As consequências da desvalorização do real (quase 16% até o final de agosto), estavam previstas. Num país como o nosso, de costumes frágeis e estruturas econômicas débeis, o rastilho dessa movimentação foi fatal. Agosto foi embora e deixou índice indigesto de IPCA: no mês, os preços, segundo o IBGE, subiram 0,24%. No ano, a inflação chegou a 3,43% e nos 12 últimos meses, alcançou 6,09%. (A meta perseguida pelo BC é de 4,5%, com variação de 2,0% para mais ou para menos.)
O desarranjo começa nas contas públicas, onde a contabilidade é altamente criativa, mas os resultados concretos não são favoráveis. Faltam-nos vigor e volume na formação bruta de capital (investimentos) e sobram-nos excesso nas despesas correntes.
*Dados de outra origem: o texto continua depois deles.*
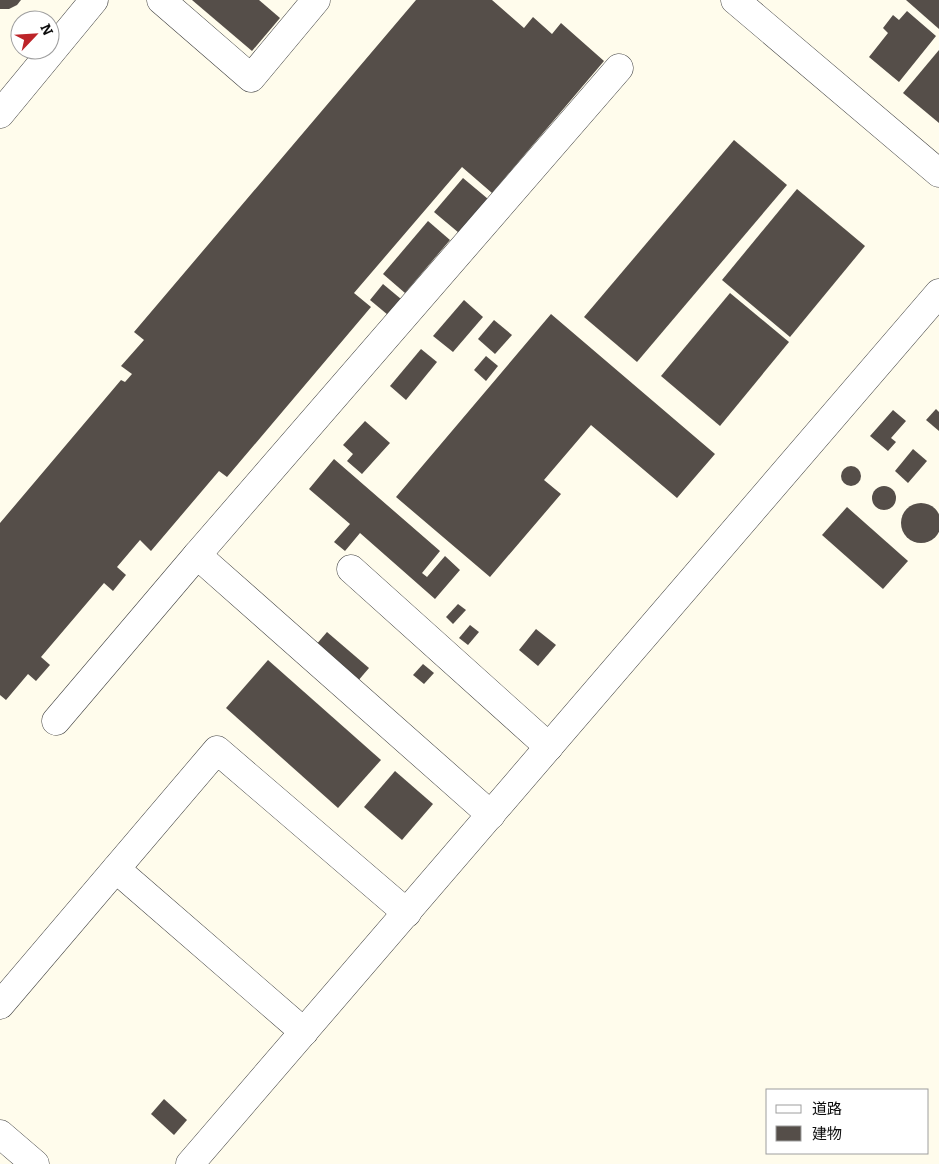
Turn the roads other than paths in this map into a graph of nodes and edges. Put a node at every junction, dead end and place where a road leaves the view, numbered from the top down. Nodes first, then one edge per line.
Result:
1 (94, 0) edge
2 (161, 0) edge
3 (316, 0) edge
4 (735, 0) edge
5 (619, 68) dead end
6 (0, 114) edge
7 (939, 173) edge
8 (939, 293) edge
9 (197, 555) junction
10 (351, 569) dead end
11 (56, 721) dead end
12 (549, 747) junction
13 (491, 815) junction
14 (116, 870) junction
15 (407, 913) junction
16 (0, 1005) edge
17 (304, 1032) junction
18 (0, 1134) edge
19 (35, 1164) edge
20 (190, 1164) edge

1 - 6 street
2 - 3 street
4 - 7 street
5 - 9 street
8 - 12 street
9 - 11 street
9 - 13 street
10 - 12 street
12 - 13 street
13 - 15 street
14 - 15 street
14 - 16 street
14 - 17 street
15 - 17 street
17 - 20 street
18 - 19 street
Enquanto isso, a carga tributária continua elevada, em torno de 36% do PIB, e a plataforma de exportações é precária.
Temos um estranho vínculo cultural de convivência com inflação, que gera costumes indesejáveis, associados a comportamento econômico que beira a paranoia. A qualquer sintoma de alteração, seja na exígua safra de tomate ou na situação cambial, os preços sobem de maneira irracional. A recíproca não é verdadeira. Nessa paranoia há outro componente maléfico, a indexação, que perpetua a inflação. Em alguns casos, é contemplada nos contratos, sobretudo os de concessões de serviços públicos. Noutras, é parte de usos e costumes de agentes econômicos. A qualquer sinal de turbulência, apela-se para a indexação.
É aí que mora o perigo. Viver com inflação é viver na injustiça econômica, onde quem têm muito não perde e quem têm pouco perde muito. A gestão da política econômica numa sociedade desequilibrada e vulnerável como a nossa deveria nos conduzir, sem apelar para experimentações, a preços estáveis, onde o crescimento fosse constante e a distribuição de renda tão justa quanto possível.